> _Problem requirements_
Output the data word for word, dropping every image.

> _Records provided_
——

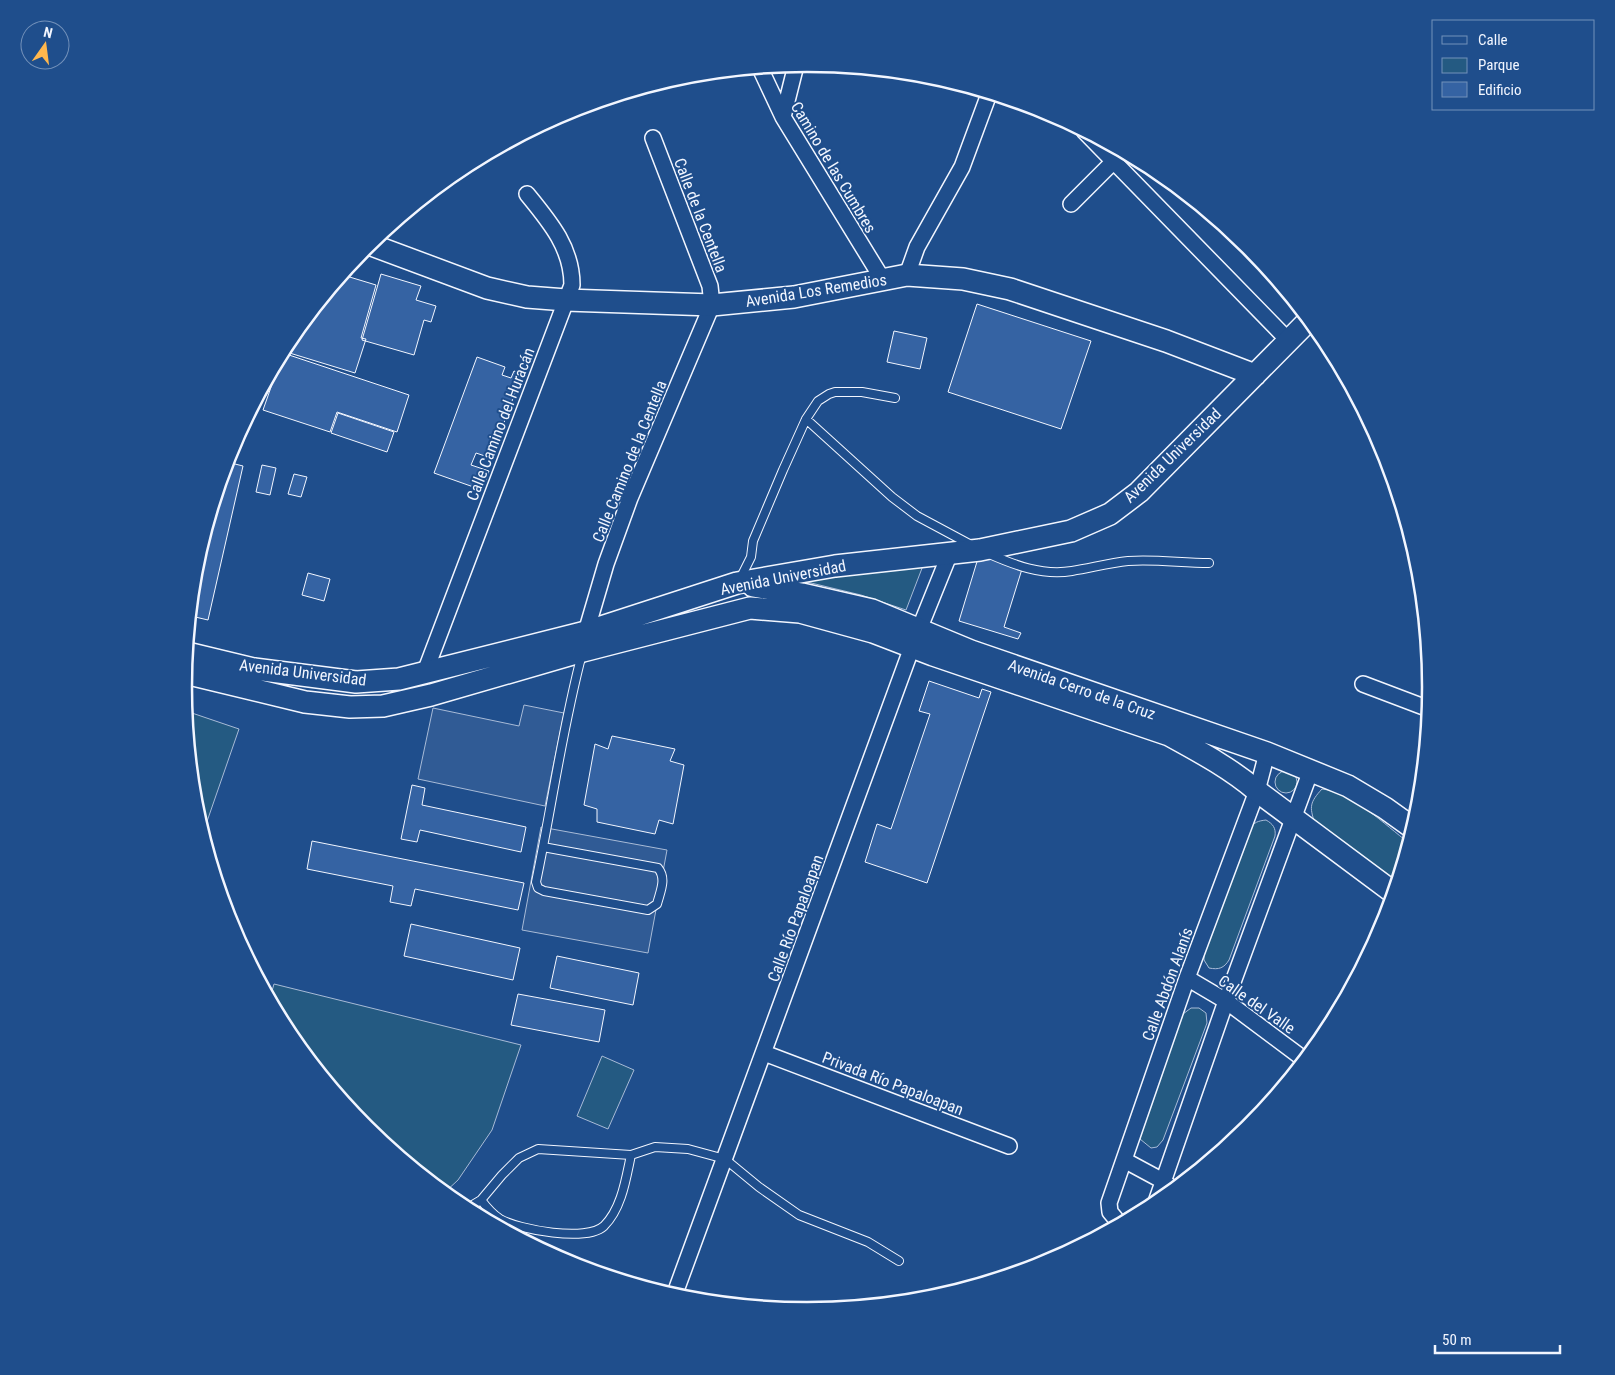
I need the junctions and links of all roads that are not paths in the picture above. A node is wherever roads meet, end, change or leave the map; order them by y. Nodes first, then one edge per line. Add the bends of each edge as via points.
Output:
1 (794, 73) edge
2 (763, 74) edge
3 (987, 99) edge
4 (783, 117) junction
5 (653, 138) dead end
6 (1119, 157) edge
7 (1120, 158) edge
8 (527, 194) dead end
9 (1071, 204) dead end
10 (379, 248) edge
11 (907, 275) junction
12 (883, 280) junction
13 (566, 300) junction
14 (712, 305) junction
15 (1304, 325) edge
16 (1288, 340) junction
17 (1255, 375) junction
18 (895, 398) dead end
19 (806, 419) junction
20 (980, 550) junction
21 (950, 553) junction
22 (1209, 563) dead end
23 (738, 583) junction
24 (750, 608) joint
25 (916, 638) junction
26 (584, 642) junction
27 (194, 655) edge
28 (425, 672) junction
29 (193, 675) edge
30 (1363, 684) dead end
31 (1422, 706) edge
32 (1267, 753) junction
33 (1311, 770) junction
34 (1257, 791) junction
35 (1293, 816) junction
36 (1407, 823) edge
37 (543, 847) junction
38 (1389, 889) edge
39 (1187, 978) junction
40 (1226, 1001) junction
41 (764, 1053) junction
42 (1299, 1056) edge
43 (1009, 1146) dead end
44 (631, 1155) junction
45 (724, 1159) junction
46 (1124, 1160) junction
47 (1168, 1185) edge
48 (1168, 1186) edge
49 (482, 1200) junction
50 (474, 1204) edge
51 (1116, 1219) edge
52 (899, 1261) dead end
53 (677, 1288) edge

1 - 4 street
2 - 4 street, Camino de las Cumbres
3 - 11 street via 962,167 917,247
4 - 12 street, Camino de las Cumbres
5 - 14 street, Calle de la Centella via 710,286
6 - 9 street
7 - 16 street
8 - 13 street, Calle Camino del Huracán via 554,227 563,245 572,273 572,285
10 - 13 street, Avenida Los Remedios via 487,288 527,297
11 - 12 street, Avenida Los Remedios
11 - 17 street, Avenida Los Remedios via 963,279 1010,289 1166,341
12 - 14 street, Avenida Los Remedios via 794,297
13 - 14 street, Avenida Los Remedios
13 - 28 street, Calle Camino del Huracán
14 - 26 street, Calle Camino de la Centella via 630,498 606,564
15 - 16 street, Avenida Universidad
16 - 17 street, Avenida Universidad
17 - 20 street, Avenida Universidad via 1139,492 1110,514 1071,531
18 - 19 lane via 862,392 829,394 818,401
19 - 20 lane via 917,516
19 - 23 lane
20 - 21 street, Avenida Universidad
20 - 22 lane via 1030,570 1050,572 1070,572 1128,561
21 - 23 street, Avenida Universidad via 835,566
21 - 25 street, Calle Río Papaloapan
23 - 25 street, Avenida Cerro de la Cruz via 872,610
23 - 26 street, Avenida Universidad
24 - 25 street, Avenida Cerro de la Cruz via 800,612 872,632
24 - 26 street, Avenida Universidad
25 - 32 street, Avenida Cerro de la Cruz via 970,651
25 - 34 street, Avenida Cerro de la Cruz via 1169,735 1239,775
25 - 41 street, Calle Río Papaloapan
26 - 28 street, Avenida Universidad
26 - 29 street, Avenida Universidad via 431,695 384,706 350,707 306,702
26 - 37 lane via 568,709
27 - 28 street, Avenida Universidad via 254,669 356,682 399,679
30 - 31 street
32 - 33 street, Avenida Cerro de la Cruz
32 - 34 street, Calle Abdón Alanís
33 - 35 street
33 - 36 street, Avenida Cerro de la Cruz via 1348,786
34 - 35 street, Avenida Cerro de la Cruz
34 - 39 street, Calle Abdón Alanís
35 - 38 street, Avenida Cerro de la Cruz
35 - 40 street
37 - 37 lane via 658,868 663,879 657,904 648,910 544,891 536,882
39 - 40 street, Calle del Valle
39 - 46 street, Calle Abdón Alanís
40 - 42 street, Calle del Valle
40 - 47 street
41 - 43 street, Privada Río Papaloapan
41 - 45 street, Calle Río Papaloapan
44 - 45 lane via 655,1147 672,1147 688,1148
44 - 49 lane via 538,1149 519,1158
44 - 49 lane via 616,1208 602,1228 589,1233 548,1232 502,1220 490,1212
45 - 52 lane via 799,1215 868,1242
45 - 53 street, Calle Río Papaloapan
46 - 48 street
46 - 51 street, Calle Abdón Alanís via 1109,1203 1110,1212
49 - 50 lane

——

> _Exercise solution_
I need the junctions and links of all roads that are not paths in the picture above. A node is wherever roads meet, end, change or leave the map; order them by y. Nodes first, then one edge per line. Add the bends of each edge as via points.
Output:
1 (794, 73) edge
2 (763, 74) edge
3 (987, 99) edge
4 (783, 117) junction
5 (653, 138) dead end
6 (1119, 157) edge
7 (1120, 158) edge
8 (527, 194) dead end
9 (1071, 204) dead end
10 (379, 248) edge
11 (907, 275) junction
12 (883, 280) junction
13 (566, 300) junction
14 (712, 305) junction
15 (1304, 325) edge
16 (1288, 340) junction
17 (1255, 375) junction
18 (895, 398) dead end
19 (806, 419) junction
20 (980, 550) junction
21 (950, 553) junction
22 (1209, 563) dead end
23 (738, 583) junction
24 (750, 608) joint
25 (916, 638) junction
26 (584, 642) junction
27 (194, 655) edge
28 (425, 672) junction
29 (193, 675) edge
30 (1363, 684) dead end
31 (1422, 706) edge
32 (1267, 753) junction
33 (1311, 770) junction
34 (1257, 791) junction
35 (1293, 816) junction
36 (1407, 823) edge
37 (543, 847) junction
38 (1389, 889) edge
39 (1187, 978) junction
40 (1226, 1001) junction
41 (764, 1053) junction
42 (1299, 1056) edge
43 (1009, 1146) dead end
44 (631, 1155) junction
45 (724, 1159) junction
46 (1124, 1160) junction
47 (1168, 1185) edge
48 (1168, 1186) edge
49 (482, 1200) junction
50 (474, 1204) edge
51 (1116, 1219) edge
52 (899, 1261) dead end
53 (677, 1288) edge

1 - 4 street
2 - 4 street, Camino de las Cumbres
3 - 11 street via 962,167 917,247
4 - 12 street, Camino de las Cumbres
5 - 14 street, Calle de la Centella via 710,286
6 - 9 street
7 - 16 street
8 - 13 street, Calle Camino del Huracán via 554,227 563,245 572,273 572,285
10 - 13 street, Avenida Los Remedios via 487,288 527,297
11 - 12 street, Avenida Los Remedios
11 - 17 street, Avenida Los Remedios via 963,279 1010,289 1166,341
12 - 14 street, Avenida Los Remedios via 794,297
13 - 14 street, Avenida Los Remedios
13 - 28 street, Calle Camino del Huracán
14 - 26 street, Calle Camino de la Centella via 630,498 606,564
15 - 16 street, Avenida Universidad
16 - 17 street, Avenida Universidad
17 - 20 street, Avenida Universidad via 1139,492 1110,514 1071,531
18 - 19 lane via 862,392 829,394 818,401
19 - 20 lane via 917,516
19 - 23 lane
20 - 21 street, Avenida Universidad
20 - 22 lane via 1030,570 1050,572 1070,572 1128,561
21 - 23 street, Avenida Universidad via 835,566
21 - 25 street, Calle Río Papaloapan
23 - 25 street, Avenida Cerro de la Cruz via 872,610
23 - 26 street, Avenida Universidad
24 - 25 street, Avenida Cerro de la Cruz via 800,612 872,632
24 - 26 street, Avenida Universidad
25 - 32 street, Avenida Cerro de la Cruz via 970,651
25 - 34 street, Avenida Cerro de la Cruz via 1169,735 1239,775
25 - 41 street, Calle Río Papaloapan
26 - 28 street, Avenida Universidad
26 - 29 street, Avenida Universidad via 431,695 384,706 350,707 306,702
26 - 37 lane via 568,709
27 - 28 street, Avenida Universidad via 254,669 356,682 399,679
30 - 31 street
32 - 33 street, Avenida Cerro de la Cruz
32 - 34 street, Calle Abdón Alanís
33 - 35 street
33 - 36 street, Avenida Cerro de la Cruz via 1348,786
34 - 35 street, Avenida Cerro de la Cruz
34 - 39 street, Calle Abdón Alanís
35 - 38 street, Avenida Cerro de la Cruz
35 - 40 street
37 - 37 lane via 658,868 663,879 657,904 648,910 544,891 536,882
39 - 40 street, Calle del Valle
39 - 46 street, Calle Abdón Alanís
40 - 42 street, Calle del Valle
40 - 47 street
41 - 43 street, Privada Río Papaloapan
41 - 45 street, Calle Río Papaloapan
44 - 45 lane via 655,1147 672,1147 688,1148
44 - 49 lane via 538,1149 519,1158
44 - 49 lane via 616,1208 602,1228 589,1233 548,1232 502,1220 490,1212
45 - 52 lane via 799,1215 868,1242
45 - 53 street, Calle Río Papaloapan
46 - 48 street
46 - 51 street, Calle Abdón Alanís via 1109,1203 1110,1212
49 - 50 lane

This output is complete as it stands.